===== Records for this task =====

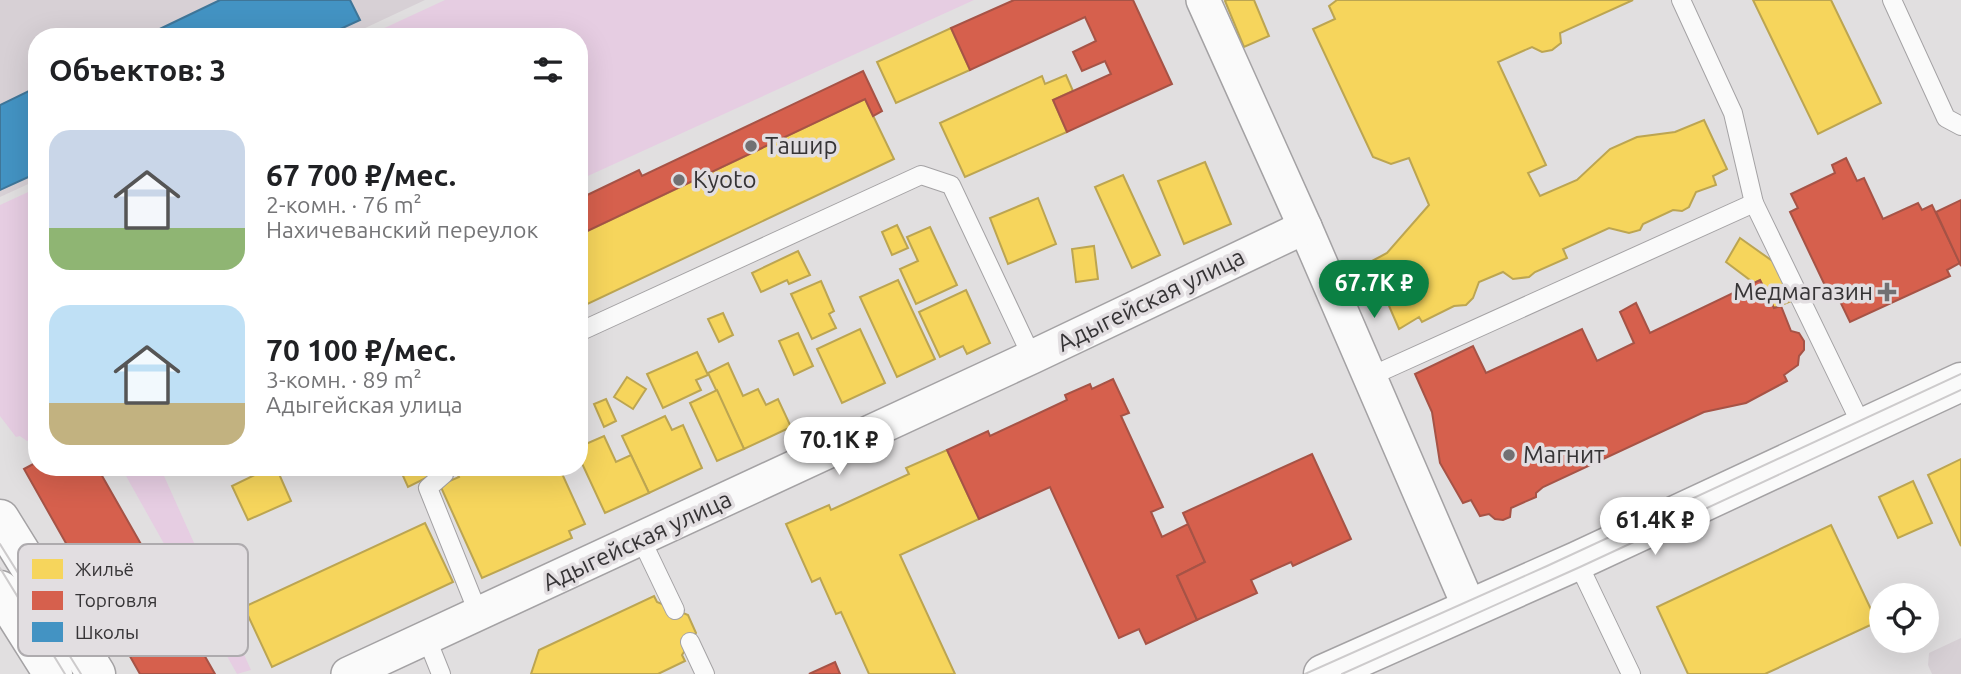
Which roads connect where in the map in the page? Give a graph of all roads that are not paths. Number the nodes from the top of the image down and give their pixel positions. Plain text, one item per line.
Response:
1 (1203, 0) edge
2 (1682, 0) edge
3 (1892, 0) edge
4 (1961, 126) edge
5 (1754, 203) junction
6 (1305, 226) junction
7 (588, 328) edge
8 (1032, 357) junction
9 (1369, 377) junction
10 (1961, 382) edge
11 (1862, 426) junction
12 (442, 476) edge
13 (0, 519) edge
14 (641, 539) junction
15 (18, 548) edge
16 (1577, 561) junction
17 (0, 590) edge
18 (1471, 609) junction
19 (675, 610) dead end
20 (479, 615) junction
21 (18, 619) edge
22 (427, 639) junction
23 (690, 642) dead end
24 (41, 656) edge
25 (85, 656) edge
26 (52, 674) edge
27 (96, 674) edge
28 (348, 674) edge
29 (441, 674) edge
30 (705, 674) edge
31 (1324, 674) edge
32 (1631, 674) edge

1 - 6 street
2 - 5 lane
3 - 4 lane
5 - 9 lane
5 - 11 lane
6 - 8 street, Адыгейская улица
6 - 9 street
7 - 8 lane
8 - 14 street, Адыгейская улица
9 - 18 street
10 - 11 main road
11 - 16 main road
12 - 20 lane
13 - 15 main road
14 - 19 lane
14 - 20 street, Адыгейская улица
16 - 18 main road
16 - 32 lane
17 - 21 main road
18 - 31 main road
20 - 22 street, Адыгейская улица
22 - 28 street, Адыгейская улица
22 - 29 lane
23 - 30 lane
24 - 26 main road
25 - 27 main road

=====

» **Required action**: With the pictures removed, return the full listing exactly as given.

» **Solution for this problem**:
Which roads connect where in the map in the page? Give a graph of all roads that are not paths. Number the nodes from the top of the image down and give their pixel positions. Plain text, one item per line.
Response:
1 (1203, 0) edge
2 (1682, 0) edge
3 (1892, 0) edge
4 (1961, 126) edge
5 (1754, 203) junction
6 (1305, 226) junction
7 (588, 328) edge
8 (1032, 357) junction
9 (1369, 377) junction
10 (1961, 382) edge
11 (1862, 426) junction
12 (442, 476) edge
13 (0, 519) edge
14 (641, 539) junction
15 (18, 548) edge
16 (1577, 561) junction
17 (0, 590) edge
18 (1471, 609) junction
19 (675, 610) dead end
20 (479, 615) junction
21 (18, 619) edge
22 (427, 639) junction
23 (690, 642) dead end
24 (41, 656) edge
25 (85, 656) edge
26 (52, 674) edge
27 (96, 674) edge
28 (348, 674) edge
29 (441, 674) edge
30 (705, 674) edge
31 (1324, 674) edge
32 (1631, 674) edge

1 - 6 street
2 - 5 lane
3 - 4 lane
5 - 9 lane
5 - 11 lane
6 - 8 street, Адыгейская улица
6 - 9 street
7 - 8 lane
8 - 14 street, Адыгейская улица
9 - 18 street
10 - 11 main road
11 - 16 main road
12 - 20 lane
13 - 15 main road
14 - 19 lane
14 - 20 street, Адыгейская улица
16 - 18 main road
16 - 32 lane
17 - 21 main road
18 - 31 main road
20 - 22 street, Адыгейская улица
22 - 28 street, Адыгейская улица
22 - 29 lane
23 - 30 lane
24 - 26 main road
25 - 27 main road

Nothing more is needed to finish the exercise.